Pipelines: support separate pipeline for each namespace

Created on 10 Jul 2020  路  22Comments  路  Source: kubeflow/pipelines

EDIT from @Bobgy: This issue got 47 upvotes when requesting user feedback: https://github.com/kubeflow/pipelines/issues/1223#issuecomment-656508302.

Proposed change

Currently with 1.0.2 version, Kubeflow Deployment with kfctl_k8s_istio shares pipelines for all namespaces defined in user profile. Separate pipeline support for each namespace is needed because the multi-user notebook server separation is already supported. It is natural to support pipeline separation.

Alternative options

NA

Who would use this feature?

A lot of enterprises will benefit from this feature as allocating different namespaces to different teams is a common practice in Kubernetes and resources in existing namespaces can be effectively used.

Suggest a solution

NA

kinfeature

Most helpful comment

@Jeffwan @Bobgy

We completed the implementation using KFam (for now). From a UI standpoint, we only added a checkbox to indicate if the Pipeline is "Shared" or not, Pipeline Versions of course cannot be shared. So if you select "create new pipeline..." this checkmark will not be there.

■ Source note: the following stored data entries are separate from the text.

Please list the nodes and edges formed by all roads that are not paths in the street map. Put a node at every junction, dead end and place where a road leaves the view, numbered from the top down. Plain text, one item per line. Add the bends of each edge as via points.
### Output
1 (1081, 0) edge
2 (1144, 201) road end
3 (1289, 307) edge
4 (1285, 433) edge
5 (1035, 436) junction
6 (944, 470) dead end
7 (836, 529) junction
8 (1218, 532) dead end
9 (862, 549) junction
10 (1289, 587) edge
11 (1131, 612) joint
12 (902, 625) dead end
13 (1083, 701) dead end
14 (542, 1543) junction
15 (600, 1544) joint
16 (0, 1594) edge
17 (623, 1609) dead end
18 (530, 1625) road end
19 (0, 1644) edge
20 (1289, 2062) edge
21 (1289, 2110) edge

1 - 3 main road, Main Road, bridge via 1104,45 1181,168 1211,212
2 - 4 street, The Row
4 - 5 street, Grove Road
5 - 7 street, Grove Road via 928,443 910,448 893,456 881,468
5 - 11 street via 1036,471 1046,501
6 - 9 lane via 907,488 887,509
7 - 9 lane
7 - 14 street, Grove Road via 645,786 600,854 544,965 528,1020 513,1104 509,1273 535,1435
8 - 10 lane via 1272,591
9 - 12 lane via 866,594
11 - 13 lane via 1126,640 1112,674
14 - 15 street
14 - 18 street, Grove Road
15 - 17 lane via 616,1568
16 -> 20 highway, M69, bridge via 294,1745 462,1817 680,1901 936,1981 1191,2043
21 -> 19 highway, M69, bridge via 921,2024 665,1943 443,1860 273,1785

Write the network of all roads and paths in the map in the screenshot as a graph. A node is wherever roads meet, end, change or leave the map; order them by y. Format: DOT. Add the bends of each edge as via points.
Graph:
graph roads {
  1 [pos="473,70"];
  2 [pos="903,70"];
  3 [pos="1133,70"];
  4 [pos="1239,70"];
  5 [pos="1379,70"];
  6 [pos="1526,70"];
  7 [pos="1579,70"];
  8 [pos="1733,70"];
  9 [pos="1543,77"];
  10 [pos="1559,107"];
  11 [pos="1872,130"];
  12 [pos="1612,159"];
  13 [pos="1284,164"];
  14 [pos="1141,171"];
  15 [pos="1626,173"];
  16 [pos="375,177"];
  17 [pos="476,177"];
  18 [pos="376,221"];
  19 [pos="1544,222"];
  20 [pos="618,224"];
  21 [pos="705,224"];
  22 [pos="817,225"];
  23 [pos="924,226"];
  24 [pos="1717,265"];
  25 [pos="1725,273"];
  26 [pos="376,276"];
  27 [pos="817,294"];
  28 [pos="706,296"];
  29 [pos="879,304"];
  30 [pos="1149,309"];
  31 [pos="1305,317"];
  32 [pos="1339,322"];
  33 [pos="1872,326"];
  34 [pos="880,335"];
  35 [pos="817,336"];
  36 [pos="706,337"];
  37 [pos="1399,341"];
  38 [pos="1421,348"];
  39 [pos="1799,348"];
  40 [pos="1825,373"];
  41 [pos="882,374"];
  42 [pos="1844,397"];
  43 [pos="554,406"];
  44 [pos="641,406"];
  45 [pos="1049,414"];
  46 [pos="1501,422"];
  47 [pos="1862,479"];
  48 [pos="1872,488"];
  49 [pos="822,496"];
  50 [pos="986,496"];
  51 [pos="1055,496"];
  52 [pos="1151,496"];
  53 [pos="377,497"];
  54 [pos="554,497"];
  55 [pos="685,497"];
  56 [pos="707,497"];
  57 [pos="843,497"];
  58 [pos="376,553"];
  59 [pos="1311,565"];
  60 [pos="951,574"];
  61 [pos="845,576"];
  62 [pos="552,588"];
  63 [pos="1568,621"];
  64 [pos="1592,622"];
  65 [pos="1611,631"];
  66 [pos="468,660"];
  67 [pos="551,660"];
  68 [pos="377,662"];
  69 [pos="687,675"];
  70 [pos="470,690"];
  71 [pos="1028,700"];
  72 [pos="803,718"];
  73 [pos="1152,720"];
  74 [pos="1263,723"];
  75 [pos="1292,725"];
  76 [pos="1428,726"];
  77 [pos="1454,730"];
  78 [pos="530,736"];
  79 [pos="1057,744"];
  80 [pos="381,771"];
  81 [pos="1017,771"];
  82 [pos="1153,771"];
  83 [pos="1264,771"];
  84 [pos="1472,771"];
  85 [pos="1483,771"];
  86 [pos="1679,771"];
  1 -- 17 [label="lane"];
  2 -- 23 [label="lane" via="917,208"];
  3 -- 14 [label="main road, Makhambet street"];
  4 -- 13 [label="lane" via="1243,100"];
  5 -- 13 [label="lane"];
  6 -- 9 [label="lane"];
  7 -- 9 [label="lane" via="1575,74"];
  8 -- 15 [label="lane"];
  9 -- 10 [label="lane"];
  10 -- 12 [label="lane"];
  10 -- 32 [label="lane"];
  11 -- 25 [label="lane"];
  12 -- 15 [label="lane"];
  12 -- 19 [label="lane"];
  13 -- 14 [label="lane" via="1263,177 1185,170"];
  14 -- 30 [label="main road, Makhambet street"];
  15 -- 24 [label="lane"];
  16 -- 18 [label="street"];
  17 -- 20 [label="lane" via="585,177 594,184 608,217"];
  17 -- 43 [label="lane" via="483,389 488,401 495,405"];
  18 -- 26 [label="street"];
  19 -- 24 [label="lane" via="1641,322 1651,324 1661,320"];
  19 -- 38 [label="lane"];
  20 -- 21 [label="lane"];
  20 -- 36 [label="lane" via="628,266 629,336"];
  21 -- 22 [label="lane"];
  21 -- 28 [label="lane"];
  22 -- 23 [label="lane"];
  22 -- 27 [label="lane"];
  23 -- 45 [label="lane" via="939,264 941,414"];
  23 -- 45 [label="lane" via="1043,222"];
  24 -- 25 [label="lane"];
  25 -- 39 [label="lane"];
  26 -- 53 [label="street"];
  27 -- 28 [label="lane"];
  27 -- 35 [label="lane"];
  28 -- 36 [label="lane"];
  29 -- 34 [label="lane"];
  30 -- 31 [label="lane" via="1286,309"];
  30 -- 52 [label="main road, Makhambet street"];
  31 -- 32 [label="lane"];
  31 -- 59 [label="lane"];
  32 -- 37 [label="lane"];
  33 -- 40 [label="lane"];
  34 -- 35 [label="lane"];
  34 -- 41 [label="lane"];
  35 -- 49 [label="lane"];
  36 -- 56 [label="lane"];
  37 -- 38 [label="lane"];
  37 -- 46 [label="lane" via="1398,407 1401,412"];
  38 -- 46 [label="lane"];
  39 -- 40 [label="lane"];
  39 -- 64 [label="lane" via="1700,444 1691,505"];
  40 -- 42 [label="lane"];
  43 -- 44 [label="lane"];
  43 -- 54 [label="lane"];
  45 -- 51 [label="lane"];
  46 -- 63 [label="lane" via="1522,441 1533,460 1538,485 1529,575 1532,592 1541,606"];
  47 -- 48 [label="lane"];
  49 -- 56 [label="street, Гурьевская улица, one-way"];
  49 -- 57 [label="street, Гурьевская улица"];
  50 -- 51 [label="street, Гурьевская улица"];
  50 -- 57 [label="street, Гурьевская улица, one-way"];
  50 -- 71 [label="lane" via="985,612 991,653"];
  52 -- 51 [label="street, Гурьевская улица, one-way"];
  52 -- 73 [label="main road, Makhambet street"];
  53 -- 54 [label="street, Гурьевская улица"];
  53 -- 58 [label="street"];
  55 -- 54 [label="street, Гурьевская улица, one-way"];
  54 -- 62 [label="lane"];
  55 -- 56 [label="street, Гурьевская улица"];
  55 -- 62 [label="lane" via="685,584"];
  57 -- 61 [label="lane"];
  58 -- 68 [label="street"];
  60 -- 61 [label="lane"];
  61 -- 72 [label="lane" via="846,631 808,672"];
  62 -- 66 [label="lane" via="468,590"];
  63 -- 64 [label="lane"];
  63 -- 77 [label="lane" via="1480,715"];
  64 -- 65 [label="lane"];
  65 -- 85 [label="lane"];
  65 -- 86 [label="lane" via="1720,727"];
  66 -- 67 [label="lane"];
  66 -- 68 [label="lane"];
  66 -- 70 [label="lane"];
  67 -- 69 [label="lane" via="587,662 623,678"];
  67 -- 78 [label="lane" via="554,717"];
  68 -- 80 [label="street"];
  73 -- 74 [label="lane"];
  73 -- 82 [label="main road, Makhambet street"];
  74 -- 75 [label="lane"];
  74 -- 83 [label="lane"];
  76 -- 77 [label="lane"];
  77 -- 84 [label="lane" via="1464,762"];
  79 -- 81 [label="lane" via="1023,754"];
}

Most of the changes were in the Backend. You can see the implementation details on this commit: https://github.com/arllanos/pipelines/commit/2c88722f6f05b67acc16c2b4e7bc54ff91c3f36c

We have not implemented an Env Variable to disable "Pipeline Sharing", however this shouldn't be too bad I think it should suffice to disable the button all together and Pipelines will be namespaced by default.

Next week I'll switch the authentication to SubjectAccessReview and make the PR.

One thing to note is that, "Shared Pipelines" are still deletable by other users in the System. I'm not sure what the ideal scenario should be here.

Screen Shot 2020-11-19 at 11 41 12 AM

All 22 comments

FYI, in existing to be released KF 1.1, pipeline runs are already in user namespaces.

but the static pipeline yaml files are not separated. Do you want this additionally?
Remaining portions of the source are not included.